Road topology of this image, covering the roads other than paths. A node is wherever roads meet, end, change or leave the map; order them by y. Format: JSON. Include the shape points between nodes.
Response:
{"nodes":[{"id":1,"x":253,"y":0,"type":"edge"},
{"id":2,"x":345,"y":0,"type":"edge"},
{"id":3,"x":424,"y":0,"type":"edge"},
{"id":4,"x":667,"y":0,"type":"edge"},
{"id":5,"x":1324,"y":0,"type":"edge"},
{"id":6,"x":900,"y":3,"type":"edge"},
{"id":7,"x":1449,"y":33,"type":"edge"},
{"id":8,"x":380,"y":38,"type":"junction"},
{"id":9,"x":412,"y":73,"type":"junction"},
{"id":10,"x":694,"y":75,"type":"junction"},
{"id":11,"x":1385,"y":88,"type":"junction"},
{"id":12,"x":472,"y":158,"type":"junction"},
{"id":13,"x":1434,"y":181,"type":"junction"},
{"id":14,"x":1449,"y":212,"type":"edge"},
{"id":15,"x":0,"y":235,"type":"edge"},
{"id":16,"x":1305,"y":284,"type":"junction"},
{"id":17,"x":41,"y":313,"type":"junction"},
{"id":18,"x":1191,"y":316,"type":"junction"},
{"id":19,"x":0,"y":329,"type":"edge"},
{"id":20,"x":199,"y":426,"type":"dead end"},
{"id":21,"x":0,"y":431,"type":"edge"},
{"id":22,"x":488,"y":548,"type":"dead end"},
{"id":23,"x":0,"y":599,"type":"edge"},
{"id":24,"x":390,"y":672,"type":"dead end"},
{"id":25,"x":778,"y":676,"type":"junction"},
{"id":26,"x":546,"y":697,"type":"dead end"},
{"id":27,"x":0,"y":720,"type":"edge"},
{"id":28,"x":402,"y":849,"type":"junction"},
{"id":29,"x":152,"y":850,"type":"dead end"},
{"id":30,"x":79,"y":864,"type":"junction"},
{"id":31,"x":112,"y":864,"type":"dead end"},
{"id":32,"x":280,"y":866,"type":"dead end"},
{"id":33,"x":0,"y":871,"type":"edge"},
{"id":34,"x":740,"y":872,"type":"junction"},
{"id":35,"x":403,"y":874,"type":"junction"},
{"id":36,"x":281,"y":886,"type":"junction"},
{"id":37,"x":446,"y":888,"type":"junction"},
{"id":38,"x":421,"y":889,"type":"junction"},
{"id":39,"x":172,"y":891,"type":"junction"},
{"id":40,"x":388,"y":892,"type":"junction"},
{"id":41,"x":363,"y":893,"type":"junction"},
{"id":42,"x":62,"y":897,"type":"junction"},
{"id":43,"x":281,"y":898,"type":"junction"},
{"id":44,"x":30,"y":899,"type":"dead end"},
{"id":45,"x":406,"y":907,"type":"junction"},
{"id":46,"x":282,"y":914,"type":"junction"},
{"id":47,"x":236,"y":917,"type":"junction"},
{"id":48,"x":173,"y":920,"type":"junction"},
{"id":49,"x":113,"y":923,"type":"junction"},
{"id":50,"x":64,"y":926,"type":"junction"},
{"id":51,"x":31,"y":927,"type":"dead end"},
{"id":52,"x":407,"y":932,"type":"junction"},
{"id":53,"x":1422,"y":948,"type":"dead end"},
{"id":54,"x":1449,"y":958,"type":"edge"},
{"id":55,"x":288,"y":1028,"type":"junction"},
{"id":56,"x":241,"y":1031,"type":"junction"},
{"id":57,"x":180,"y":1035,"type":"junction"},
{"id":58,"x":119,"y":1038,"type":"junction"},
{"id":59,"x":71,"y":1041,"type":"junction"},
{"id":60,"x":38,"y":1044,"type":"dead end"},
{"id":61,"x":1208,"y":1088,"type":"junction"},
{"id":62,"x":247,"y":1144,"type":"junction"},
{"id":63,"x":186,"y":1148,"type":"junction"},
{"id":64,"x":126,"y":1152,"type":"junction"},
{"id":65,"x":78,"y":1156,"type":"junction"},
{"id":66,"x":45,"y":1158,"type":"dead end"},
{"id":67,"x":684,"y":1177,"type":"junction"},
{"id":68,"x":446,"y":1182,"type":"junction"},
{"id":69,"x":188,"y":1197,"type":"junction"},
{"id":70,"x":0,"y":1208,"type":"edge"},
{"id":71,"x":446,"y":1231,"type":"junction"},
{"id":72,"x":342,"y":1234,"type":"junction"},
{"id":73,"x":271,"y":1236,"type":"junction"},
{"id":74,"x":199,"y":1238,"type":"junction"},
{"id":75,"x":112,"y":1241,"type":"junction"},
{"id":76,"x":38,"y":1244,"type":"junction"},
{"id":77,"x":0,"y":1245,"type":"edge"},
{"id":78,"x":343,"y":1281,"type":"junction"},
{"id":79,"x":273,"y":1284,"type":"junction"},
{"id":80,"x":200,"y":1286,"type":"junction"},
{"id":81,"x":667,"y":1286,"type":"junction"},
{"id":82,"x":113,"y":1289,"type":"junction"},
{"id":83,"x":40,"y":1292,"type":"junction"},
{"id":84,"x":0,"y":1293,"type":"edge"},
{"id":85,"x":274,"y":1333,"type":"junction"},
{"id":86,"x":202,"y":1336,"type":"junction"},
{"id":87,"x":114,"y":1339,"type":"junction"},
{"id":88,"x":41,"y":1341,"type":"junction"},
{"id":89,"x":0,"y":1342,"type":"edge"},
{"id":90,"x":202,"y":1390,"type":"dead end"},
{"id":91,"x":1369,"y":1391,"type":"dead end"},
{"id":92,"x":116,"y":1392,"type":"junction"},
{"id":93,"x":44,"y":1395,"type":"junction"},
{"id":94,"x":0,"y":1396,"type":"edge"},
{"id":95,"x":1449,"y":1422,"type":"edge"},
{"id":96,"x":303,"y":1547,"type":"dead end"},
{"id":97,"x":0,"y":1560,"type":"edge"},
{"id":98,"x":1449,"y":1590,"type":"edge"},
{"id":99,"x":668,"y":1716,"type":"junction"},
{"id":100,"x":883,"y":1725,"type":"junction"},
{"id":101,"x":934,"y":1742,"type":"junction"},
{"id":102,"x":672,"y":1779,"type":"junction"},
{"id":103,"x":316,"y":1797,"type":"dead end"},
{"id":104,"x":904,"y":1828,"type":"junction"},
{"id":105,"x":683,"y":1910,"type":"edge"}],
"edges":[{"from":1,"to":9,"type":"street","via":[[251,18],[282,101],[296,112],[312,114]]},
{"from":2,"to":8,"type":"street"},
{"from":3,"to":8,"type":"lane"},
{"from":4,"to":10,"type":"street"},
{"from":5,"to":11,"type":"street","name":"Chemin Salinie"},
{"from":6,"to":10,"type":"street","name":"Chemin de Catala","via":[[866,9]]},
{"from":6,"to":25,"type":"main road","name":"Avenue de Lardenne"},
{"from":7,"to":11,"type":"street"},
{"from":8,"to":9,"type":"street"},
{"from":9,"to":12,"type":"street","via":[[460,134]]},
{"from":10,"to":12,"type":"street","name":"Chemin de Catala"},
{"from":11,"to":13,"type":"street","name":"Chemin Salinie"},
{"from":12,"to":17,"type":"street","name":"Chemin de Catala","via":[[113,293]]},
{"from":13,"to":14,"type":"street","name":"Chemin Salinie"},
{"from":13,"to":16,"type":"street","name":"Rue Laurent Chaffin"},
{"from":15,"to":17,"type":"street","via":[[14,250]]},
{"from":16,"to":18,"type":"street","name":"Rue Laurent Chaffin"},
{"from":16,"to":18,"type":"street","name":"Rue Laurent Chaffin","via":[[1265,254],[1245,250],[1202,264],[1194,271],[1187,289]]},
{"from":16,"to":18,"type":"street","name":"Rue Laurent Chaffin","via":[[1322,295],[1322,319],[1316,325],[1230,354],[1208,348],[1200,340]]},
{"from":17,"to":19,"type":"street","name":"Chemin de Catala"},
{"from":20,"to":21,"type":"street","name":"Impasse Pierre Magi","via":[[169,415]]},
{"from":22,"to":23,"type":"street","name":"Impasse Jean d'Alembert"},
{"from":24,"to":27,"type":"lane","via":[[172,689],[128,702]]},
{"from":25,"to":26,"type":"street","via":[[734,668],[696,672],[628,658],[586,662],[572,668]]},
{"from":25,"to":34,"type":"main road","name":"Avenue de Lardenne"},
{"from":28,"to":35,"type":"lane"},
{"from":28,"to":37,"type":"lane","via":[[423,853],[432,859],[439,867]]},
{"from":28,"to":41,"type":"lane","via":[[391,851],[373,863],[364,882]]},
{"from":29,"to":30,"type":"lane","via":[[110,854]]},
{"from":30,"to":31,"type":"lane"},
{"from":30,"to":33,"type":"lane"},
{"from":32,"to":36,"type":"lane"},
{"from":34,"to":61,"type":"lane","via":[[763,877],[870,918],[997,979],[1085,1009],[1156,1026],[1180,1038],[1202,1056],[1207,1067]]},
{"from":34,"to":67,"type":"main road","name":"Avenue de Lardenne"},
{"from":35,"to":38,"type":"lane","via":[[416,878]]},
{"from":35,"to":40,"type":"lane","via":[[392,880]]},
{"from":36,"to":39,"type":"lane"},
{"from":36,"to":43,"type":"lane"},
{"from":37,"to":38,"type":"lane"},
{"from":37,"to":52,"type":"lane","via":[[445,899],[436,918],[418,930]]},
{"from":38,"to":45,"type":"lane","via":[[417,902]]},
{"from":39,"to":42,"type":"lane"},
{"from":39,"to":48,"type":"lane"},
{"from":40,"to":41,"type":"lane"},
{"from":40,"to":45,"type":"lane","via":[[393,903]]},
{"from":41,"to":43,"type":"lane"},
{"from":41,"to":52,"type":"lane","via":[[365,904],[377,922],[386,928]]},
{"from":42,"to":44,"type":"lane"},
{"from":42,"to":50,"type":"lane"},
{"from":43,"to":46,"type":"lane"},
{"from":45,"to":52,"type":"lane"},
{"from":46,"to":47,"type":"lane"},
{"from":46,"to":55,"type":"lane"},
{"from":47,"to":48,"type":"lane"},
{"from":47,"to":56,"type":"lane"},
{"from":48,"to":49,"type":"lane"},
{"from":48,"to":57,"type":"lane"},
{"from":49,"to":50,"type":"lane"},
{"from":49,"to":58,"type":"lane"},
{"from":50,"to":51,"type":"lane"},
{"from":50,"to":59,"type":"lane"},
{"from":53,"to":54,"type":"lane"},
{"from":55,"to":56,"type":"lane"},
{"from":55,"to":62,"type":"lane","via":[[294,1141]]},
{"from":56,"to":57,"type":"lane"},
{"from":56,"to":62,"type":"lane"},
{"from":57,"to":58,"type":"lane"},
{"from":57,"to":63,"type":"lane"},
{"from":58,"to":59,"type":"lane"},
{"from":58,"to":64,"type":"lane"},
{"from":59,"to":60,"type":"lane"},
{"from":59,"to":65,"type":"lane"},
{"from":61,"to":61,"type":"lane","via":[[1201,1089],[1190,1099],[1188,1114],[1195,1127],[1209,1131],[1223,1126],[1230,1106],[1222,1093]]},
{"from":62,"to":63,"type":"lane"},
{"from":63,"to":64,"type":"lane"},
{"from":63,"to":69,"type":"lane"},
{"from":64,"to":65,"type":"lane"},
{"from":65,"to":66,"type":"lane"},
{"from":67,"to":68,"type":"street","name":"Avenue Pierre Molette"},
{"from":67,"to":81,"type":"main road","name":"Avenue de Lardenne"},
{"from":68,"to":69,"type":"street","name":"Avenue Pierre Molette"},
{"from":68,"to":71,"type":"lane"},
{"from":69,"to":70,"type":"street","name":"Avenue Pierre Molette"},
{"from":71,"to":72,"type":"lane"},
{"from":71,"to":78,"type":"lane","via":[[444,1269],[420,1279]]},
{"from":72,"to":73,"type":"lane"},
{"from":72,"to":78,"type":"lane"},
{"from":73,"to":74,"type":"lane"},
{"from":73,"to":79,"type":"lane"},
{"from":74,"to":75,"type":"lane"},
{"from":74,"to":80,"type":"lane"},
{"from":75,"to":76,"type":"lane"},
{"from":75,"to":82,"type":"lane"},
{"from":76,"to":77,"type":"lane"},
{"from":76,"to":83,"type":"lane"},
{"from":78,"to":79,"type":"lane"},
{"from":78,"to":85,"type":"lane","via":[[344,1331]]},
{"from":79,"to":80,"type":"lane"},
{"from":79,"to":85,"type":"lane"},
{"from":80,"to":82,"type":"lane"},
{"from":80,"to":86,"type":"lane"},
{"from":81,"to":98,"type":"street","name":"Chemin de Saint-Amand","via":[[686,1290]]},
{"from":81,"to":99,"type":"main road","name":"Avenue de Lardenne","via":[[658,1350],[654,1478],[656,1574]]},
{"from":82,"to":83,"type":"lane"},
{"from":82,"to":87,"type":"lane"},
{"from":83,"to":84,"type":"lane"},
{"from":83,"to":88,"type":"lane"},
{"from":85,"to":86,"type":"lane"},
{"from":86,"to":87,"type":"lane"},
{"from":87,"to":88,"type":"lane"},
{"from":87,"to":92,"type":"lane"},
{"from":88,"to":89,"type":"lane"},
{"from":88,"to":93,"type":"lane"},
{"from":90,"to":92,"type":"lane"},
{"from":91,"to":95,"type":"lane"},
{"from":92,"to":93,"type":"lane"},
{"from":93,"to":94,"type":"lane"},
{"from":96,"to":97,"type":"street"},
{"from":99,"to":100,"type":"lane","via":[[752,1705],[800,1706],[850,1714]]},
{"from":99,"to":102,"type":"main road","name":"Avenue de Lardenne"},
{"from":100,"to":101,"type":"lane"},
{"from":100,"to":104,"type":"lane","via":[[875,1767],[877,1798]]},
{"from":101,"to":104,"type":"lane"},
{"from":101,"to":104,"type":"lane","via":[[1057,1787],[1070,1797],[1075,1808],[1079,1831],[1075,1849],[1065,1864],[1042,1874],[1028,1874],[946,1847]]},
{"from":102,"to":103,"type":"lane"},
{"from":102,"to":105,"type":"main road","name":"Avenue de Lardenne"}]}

• **Problem description**: From the records above, pull out every line containing the word "Impasse".

• **Reply to the task**:
{"from":20,"to":21,"type":"street","name":"Impasse Pierre Magi","via":[[169,415]]},
{"from":22,"to":23,"type":"street","name":"Impasse Jean d'Alembert"},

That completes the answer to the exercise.